The shares will be acquired directly on behalf of the members of the Board within two weeks from the release of the company’s interim report 1 January–31 March 2021. If the remuneration cannot be delivered at that time due to insider regulations or another justified reason, the company shall deliver the shares later or pay the remuneration fully in cash.
Remuneration of the employee representatives elected as ordinary members of the Board of Directors will be paid in cash only.
2 Number of Board members
The Shareholders’ Nomination Board proposes to the Annual General Meeting that the Board of Directors shall have eleven members elected by the Annual General Meeting.
3 Composition of the Board of Directors
The Shareholders’ Nomination Board proposes to the Annual General Meeting that the current Board members Tomas Franzén, Salim Nathoo, Harri-Pekka Kaukonen, Timo Ahopelto, Rohan Haldea, Liselotte Hägertz Engstam, Katharina Mosheim, Niko Pakalén, Endre Rangnes and Leif Teksum be re-elected. In addition, it is proposed that Angela Mazza Teufer be elected as a new Board member. The Shareholders’ Nomination Board proposes that Tomas Franzén shall be re-elected as the Chairperson of the Board of Directors.
It was noted that the term of office of the Board members ends at the close of the next Annual General Meeting. All the proposed candidates have given their consent to being elected.
Angela Mazza Teufer (born 1973), an Italian and Swiss citizen, is a Senior Vice President for ERP, EPM and SCM for Oracle in Europe and is based in Switzerland. Oracle sells database software and technology, cloud engineered systems, and enterprise software products. Throughout her career Angela has gained deep experience of technology and industries as well as the impact of innovations like cloud, IoT, blockchain and AI in addressing business challenges. She has acted in various executive and managerial positions at SAP. Angela holds a degree in business administration. She is independent of the company and of the significant shareholders. Currently, Mazza Teufer does not own shares in TietoEVRY.
It was also noted that in addition to the above candidates, the company’s personnel has elected four members, each with a personal deputy, to the Board of Directors. Employees have elected the following persons until the Annual General Meeting 2022: Tommy Sander Aldrin (deputy Sigmund Ørjavik), Ola Hugo Jordhøy (deputy Sigve Sandvik Lærdal), Anders Palklint (deputy Robert Spinelli) and Ilpo Waljus (deputy Jenni Tyynelä).
The biographical details of the candidates and information on their holdings shall also be available on TietoEVRY’s website at www.tietoevry.com.
4 Shareholders’ Nomination Board
The Annual General Meeting 2010 established a Shareholders’ Nomination Board to prepare proposals for the election and remuneration of the members of the Board of Directors to the Annual General Meeting.

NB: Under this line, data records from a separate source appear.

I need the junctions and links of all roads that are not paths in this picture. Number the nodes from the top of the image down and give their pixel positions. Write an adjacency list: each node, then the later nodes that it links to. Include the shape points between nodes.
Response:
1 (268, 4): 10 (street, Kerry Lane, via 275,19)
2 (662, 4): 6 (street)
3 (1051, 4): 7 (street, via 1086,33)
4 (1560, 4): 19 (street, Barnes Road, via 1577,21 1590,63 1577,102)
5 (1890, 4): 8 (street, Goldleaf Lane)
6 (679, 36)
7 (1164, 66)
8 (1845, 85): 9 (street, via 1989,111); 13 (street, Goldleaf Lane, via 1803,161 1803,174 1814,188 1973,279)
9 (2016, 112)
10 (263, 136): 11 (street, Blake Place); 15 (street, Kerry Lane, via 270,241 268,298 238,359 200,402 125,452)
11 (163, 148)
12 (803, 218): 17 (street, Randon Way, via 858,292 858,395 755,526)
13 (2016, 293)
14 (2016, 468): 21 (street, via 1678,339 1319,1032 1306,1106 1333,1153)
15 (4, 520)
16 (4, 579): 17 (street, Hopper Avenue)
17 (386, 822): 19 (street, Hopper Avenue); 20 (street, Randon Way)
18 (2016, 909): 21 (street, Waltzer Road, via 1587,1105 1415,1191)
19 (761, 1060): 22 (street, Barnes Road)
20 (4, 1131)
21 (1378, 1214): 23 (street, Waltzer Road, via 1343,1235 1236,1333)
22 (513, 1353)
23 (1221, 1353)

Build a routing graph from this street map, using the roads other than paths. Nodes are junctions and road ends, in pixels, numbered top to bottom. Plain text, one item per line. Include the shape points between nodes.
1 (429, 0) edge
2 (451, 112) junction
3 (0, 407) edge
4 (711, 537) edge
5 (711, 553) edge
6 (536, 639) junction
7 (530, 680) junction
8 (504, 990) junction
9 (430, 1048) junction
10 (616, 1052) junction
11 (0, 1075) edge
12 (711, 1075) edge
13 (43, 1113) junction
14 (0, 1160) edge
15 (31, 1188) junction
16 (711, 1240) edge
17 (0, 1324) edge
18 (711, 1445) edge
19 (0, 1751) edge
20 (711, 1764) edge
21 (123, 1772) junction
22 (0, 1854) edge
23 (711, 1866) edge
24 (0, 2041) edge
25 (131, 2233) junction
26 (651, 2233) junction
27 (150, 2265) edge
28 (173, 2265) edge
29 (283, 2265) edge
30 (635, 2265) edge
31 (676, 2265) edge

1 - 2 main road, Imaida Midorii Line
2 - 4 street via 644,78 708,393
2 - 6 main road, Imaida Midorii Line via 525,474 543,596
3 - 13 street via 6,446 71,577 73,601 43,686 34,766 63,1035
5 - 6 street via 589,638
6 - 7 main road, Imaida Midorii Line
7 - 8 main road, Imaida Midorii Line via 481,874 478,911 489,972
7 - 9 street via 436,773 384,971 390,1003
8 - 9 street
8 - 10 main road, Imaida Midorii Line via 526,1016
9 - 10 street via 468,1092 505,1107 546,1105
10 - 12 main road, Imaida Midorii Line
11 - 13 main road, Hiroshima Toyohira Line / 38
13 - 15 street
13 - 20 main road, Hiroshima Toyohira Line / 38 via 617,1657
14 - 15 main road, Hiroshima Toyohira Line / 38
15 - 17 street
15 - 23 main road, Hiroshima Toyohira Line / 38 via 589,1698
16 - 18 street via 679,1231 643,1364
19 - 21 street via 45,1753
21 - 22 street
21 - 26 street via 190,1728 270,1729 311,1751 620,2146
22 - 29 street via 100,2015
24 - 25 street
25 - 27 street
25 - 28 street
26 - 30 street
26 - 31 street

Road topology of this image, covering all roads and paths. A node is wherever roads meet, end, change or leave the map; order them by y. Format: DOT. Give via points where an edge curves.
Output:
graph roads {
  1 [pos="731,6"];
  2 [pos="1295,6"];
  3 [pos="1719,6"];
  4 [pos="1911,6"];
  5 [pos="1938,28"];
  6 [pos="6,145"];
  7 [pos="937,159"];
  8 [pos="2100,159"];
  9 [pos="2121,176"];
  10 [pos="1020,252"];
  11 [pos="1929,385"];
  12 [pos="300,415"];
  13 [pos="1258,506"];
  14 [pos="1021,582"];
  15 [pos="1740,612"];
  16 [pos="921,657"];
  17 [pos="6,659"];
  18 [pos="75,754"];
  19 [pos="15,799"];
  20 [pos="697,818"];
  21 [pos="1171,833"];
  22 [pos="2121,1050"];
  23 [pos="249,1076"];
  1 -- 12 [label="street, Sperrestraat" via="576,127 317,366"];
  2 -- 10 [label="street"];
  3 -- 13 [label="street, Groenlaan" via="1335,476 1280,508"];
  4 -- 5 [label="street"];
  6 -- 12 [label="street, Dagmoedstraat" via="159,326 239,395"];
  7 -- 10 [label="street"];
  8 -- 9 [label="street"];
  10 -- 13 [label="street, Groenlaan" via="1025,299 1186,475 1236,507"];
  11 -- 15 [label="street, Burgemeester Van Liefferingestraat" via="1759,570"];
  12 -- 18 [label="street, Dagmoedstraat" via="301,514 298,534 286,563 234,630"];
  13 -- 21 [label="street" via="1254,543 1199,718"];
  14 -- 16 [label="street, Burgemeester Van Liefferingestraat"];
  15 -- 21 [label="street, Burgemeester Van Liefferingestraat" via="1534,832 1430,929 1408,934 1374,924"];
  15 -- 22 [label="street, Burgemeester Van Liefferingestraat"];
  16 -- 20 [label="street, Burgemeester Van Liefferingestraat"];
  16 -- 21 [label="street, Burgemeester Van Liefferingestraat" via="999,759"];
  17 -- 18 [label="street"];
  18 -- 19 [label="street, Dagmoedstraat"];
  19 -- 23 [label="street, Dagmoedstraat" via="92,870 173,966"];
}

The Shareholders' Nomination Board comprises four members nominated by the largest shareholders and the Chairperson of the Board of Directors. The largest shareholders of the company were determined on the basis of the shareholdings registered in the Finnish, Norwegian and Swedish book-entry systems on 31 August 2020 and received evidence thereof.
The composition of the Shareholders’ Nomination Board that prepared the proposals to the AGM 2021 is as follows:
Petter Söderström, Investment Director, Solidium Oy,
Gabriele Cipparrone, Partner, Apax Partners LLP,
Gustav Moss, Vice President, Cevian Capital AB,
Mikko Mursula, Chief Investment Officer, Ilmarinen Mutual Pension Insurance Company, and
Tomas Franzén, Chairperson of the Board of Directors, TietoEVRY Corporation.
The Shareholders’ Nomination Board shall report at the Annual General Meeting on how its work was conducted.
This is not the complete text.